Monday 5 October 2015

2. BÖLÜM / Bulgaristan’da ilk Günlerim

Merhabalar, 

2. bölümde de sizlere yolculuğumu ve ilk günlerimden bahsedicem.

İlk olarak proje gününün yaklaşmasıyla Bursa’dan İstanbul’a İstanbul’dan Burgaz’a otobüs bileti aldım. Çünkü Bursa’dan Burgaz’a direkt araba yoktu. Neyse 1 gün önceden yani 30 Eylülde İstanbul’a geldim. 1 Ekim sabahı kuzenim otogara geldik. Ve nihayet otobüse bindim ve yaklaşık 7 saat sürecek olan yolculuğa başladım.

Otobüse biner binmez göçmen muavin ve şoförün konuşmaları o kadar ilginçti ki gülmemek için kendime zor tuttum. Neyse zaman geçtikçe Bulgaristan sınırına yaklaşıyorduk. Sonunda Aziziye diğer bir adıyla Dereköy Sınır kapısından geçtik. Sınırdan geçtikten sonra yaklaşık 3 saat kadar daha gittikten sonra Burgas’a geldik. Beni Türk olan bir arkadaş karşıladı ve asıl serüven bundan sonra başladı.

Şanslıyım…

Burgas’a gelir gelmez bazı şeyler öğrendim. Mesela ilk gözüme çarpan büyük bir otelin eski Sovyetlerden kalma bir otel olduğu ve Türkiye den ünlü insanların oraya kumar oynamaya geldiğini öğrendim ;)
 

Sonra eve doğru ilerlerken bir yandan çevreme bakıyor diğer yandan da Burgas hakkında bilgi almaya çalışıyordum. Örneğin; Buradaki insanlar ne iş yapar? Burgas’ın geçim kaynağı nedir? Buradaki insanlar ne yer ne içer? Gibi sorular sordum. Bulgaristan’ın Para Birimi Levaymış. 1 leva: 1,78 TL olduğunu öğrendim. Burgaz insanı alkolü severmiş ve RAKİA diye içkileri varmış. Domuz etini de severlermiş her yerde satılıyor.
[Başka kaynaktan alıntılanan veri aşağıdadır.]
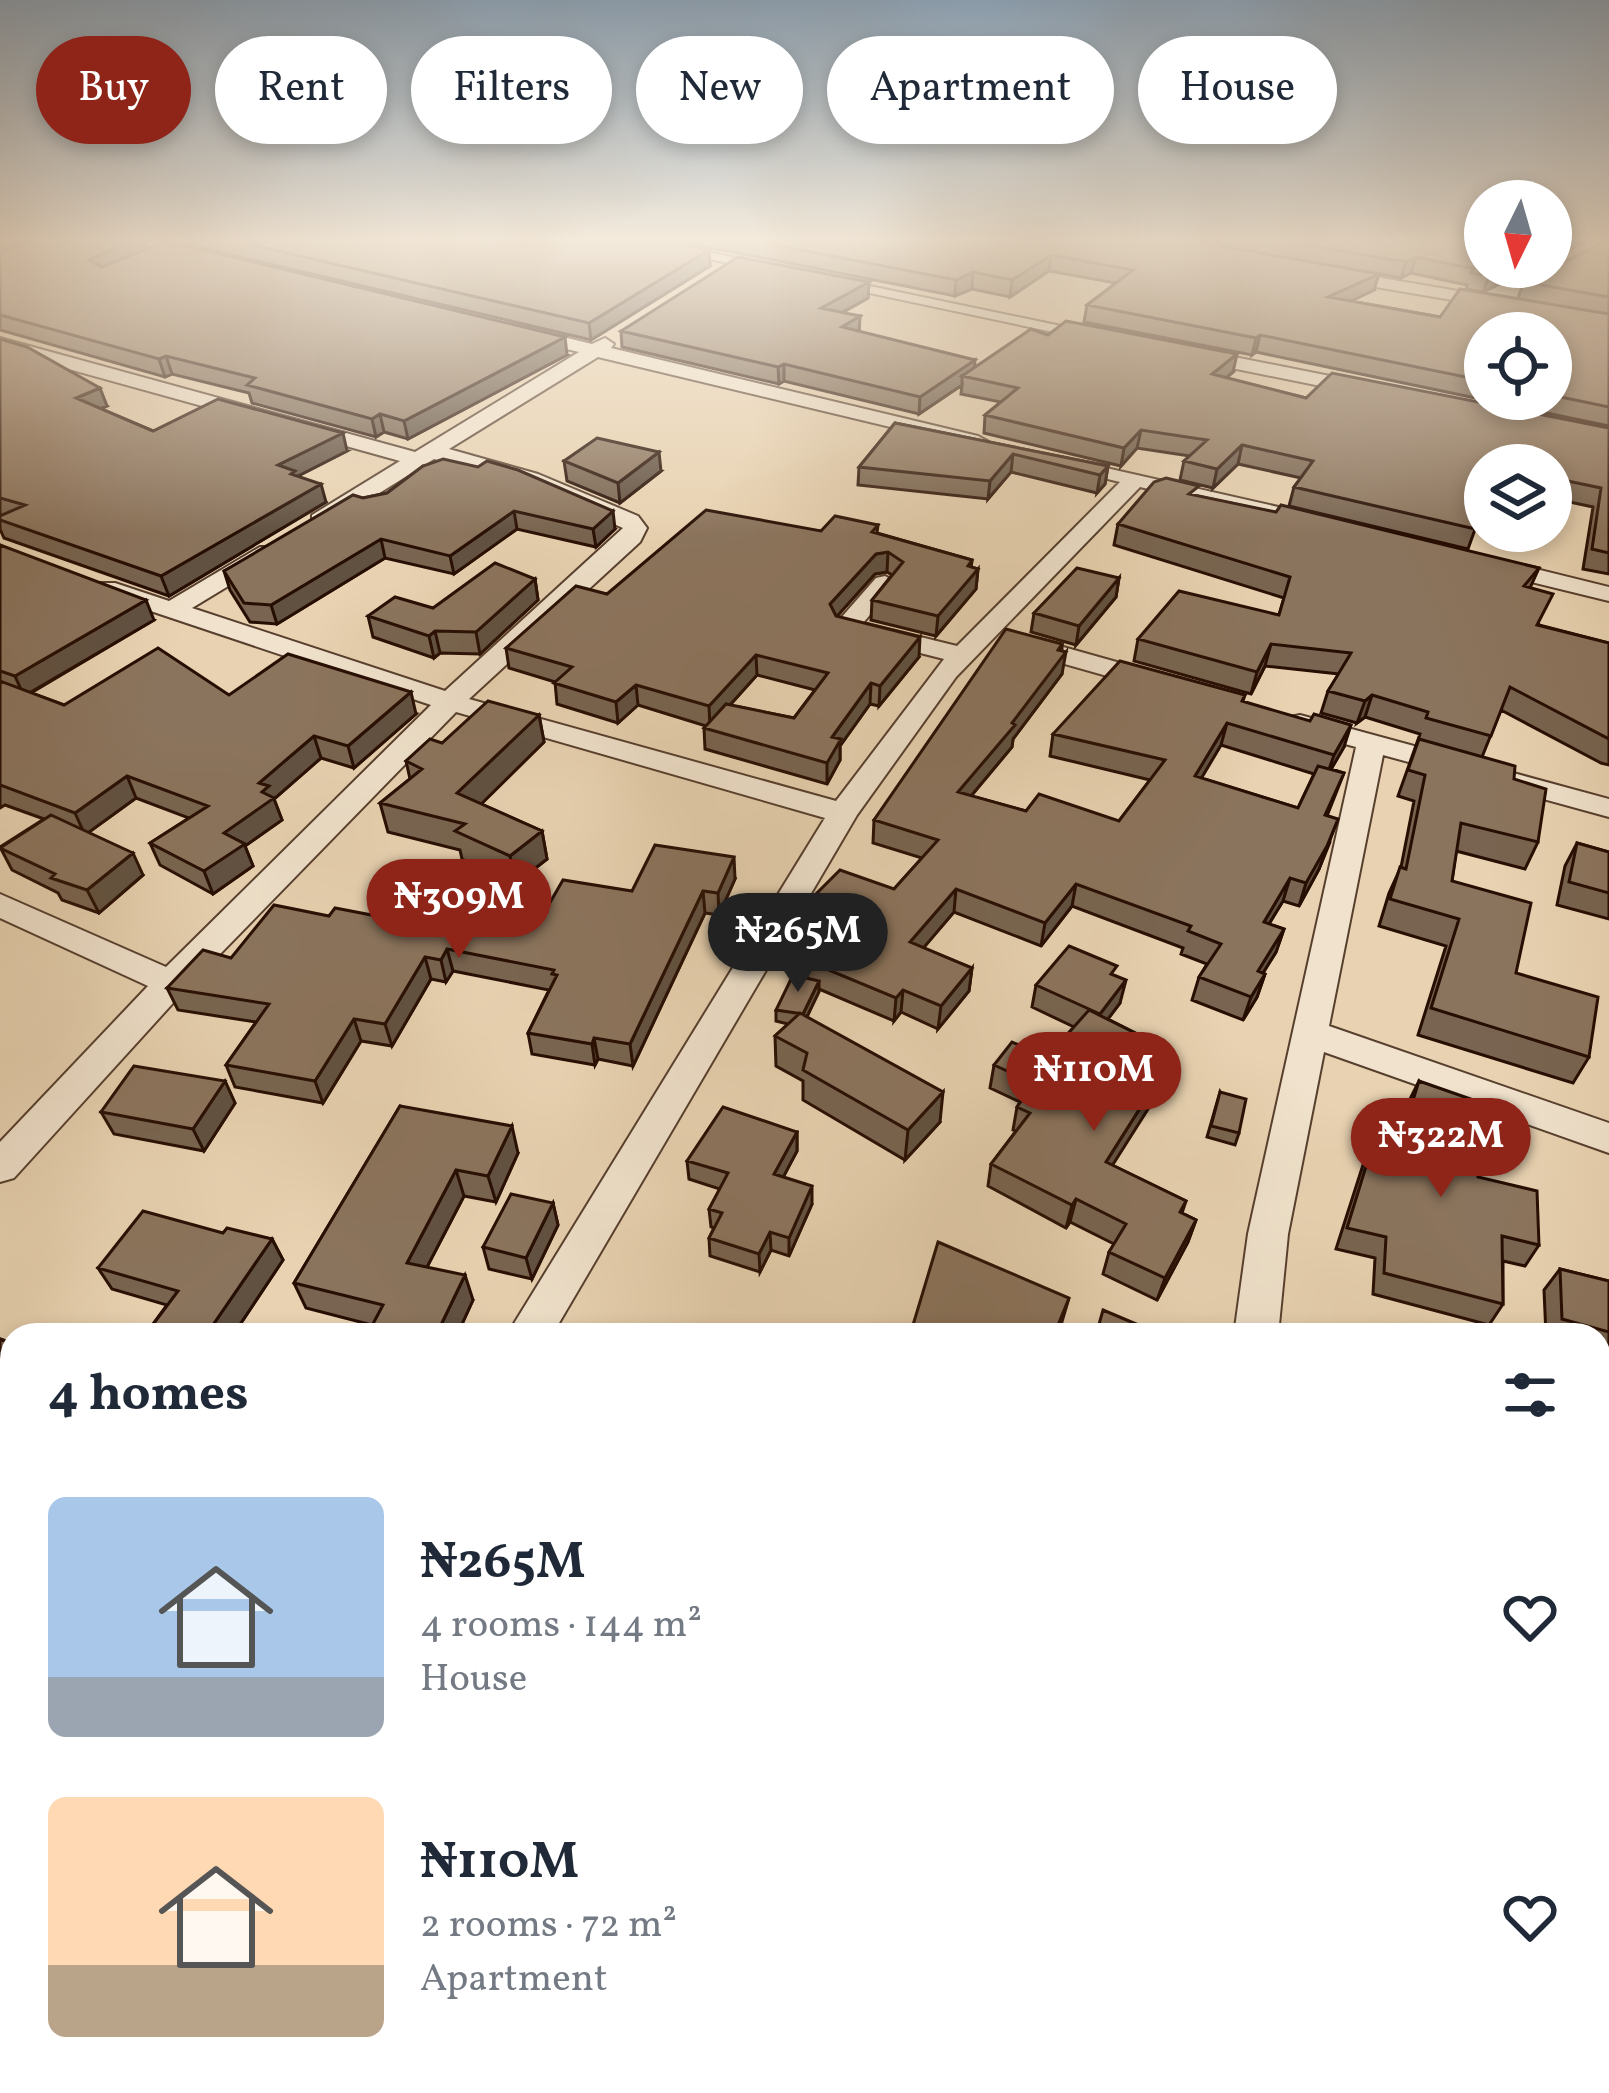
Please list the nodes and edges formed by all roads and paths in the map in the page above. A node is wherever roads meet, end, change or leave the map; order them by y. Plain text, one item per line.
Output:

Bunun için ilk öğrendiğim kelimeler ; Svinsko : domuz demek.

Ne iskam svinsko : ben domuz istemiyorum demek .

İskam pileçku : ben tavuk istiyorum demek .
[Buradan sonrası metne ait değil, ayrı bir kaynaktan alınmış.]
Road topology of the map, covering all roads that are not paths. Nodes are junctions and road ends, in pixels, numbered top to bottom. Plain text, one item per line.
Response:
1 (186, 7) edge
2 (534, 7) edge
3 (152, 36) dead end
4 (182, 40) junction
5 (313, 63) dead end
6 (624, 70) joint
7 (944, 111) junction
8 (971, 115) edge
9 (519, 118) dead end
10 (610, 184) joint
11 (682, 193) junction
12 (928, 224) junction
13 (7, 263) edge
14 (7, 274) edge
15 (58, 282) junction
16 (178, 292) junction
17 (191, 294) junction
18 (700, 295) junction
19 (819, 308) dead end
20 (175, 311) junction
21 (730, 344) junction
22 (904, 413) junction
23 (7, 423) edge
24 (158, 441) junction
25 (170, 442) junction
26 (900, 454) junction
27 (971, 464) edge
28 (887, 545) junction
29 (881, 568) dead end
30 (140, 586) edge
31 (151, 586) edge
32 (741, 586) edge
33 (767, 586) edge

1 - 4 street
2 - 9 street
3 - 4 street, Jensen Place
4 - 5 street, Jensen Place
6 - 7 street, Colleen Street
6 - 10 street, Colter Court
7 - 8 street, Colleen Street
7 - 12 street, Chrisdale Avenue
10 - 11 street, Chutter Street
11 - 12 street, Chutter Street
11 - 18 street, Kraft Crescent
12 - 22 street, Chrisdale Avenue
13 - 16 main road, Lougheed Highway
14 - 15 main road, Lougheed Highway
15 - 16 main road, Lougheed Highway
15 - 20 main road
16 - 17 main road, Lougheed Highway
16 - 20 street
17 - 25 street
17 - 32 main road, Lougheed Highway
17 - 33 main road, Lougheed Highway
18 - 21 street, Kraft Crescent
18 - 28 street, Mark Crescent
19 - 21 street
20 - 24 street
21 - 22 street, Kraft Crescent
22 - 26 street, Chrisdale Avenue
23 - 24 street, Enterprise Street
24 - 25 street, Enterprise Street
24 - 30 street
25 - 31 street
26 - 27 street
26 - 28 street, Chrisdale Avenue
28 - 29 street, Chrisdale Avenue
Blogadarya : teşekkür ederim.

Molya : rica ederim

İlk öğrendiğim kelimeler bunlardı.

Sonra kalacak olduğum eve geldim. Ev bir apartmanın 2.katında 2+1 olan normal bir ev. Neyse eve yerleştikten sonra diğer ev arkadaşımla tanıştık. Adı Olga 19 yaşında Alman yaklaşık 1 yıldır buradaymış. Onunla biraz sohbet ettikten sonra görev süresi biten bir İspanyol kızın kutlaması varmış. Oraya davet edildim. Daveti geri çevirmek olmaz bende katıldım kutlamaya orda bizim dışımızda 1 Portekizli gönüllüyle de tanıştım.

DUYDUKLARIMA İNANAMADIM…

Ve asıl bomba olaya geliyorum. Bu partide öyle bir şey öğrendim ki bizim yıllardır evde annemizin bize ekmeğin üstüne sürüp verdiği salçalı ekmek Bulgarların en ünlü atıştırmalığıymış. Ben tabi şok oldum. Tam bunun şokunu atlatamadan ikinci bir şok Bulgaristan’ın en ünlü yemeklerinden birisi de MUSAKKAYMIŞ. Ben yine şok tabi neyse gün bitti ve buradaki kurumun bana ilk görevi Burgas’ı gezip adapte olmammış bende her gün çıkıp geziyorum ve fotoğraflar çekiyorum. O fotoğrafflardan bazıları…

Burgas Adalet Sarayı



Burda tavuk döner küçük boy 2 leva

Orta boy : 3 leva

Büyük boy ise 4 leva





İlk gezimde bi kutlamaya denk gelmemde ayrı bi şans…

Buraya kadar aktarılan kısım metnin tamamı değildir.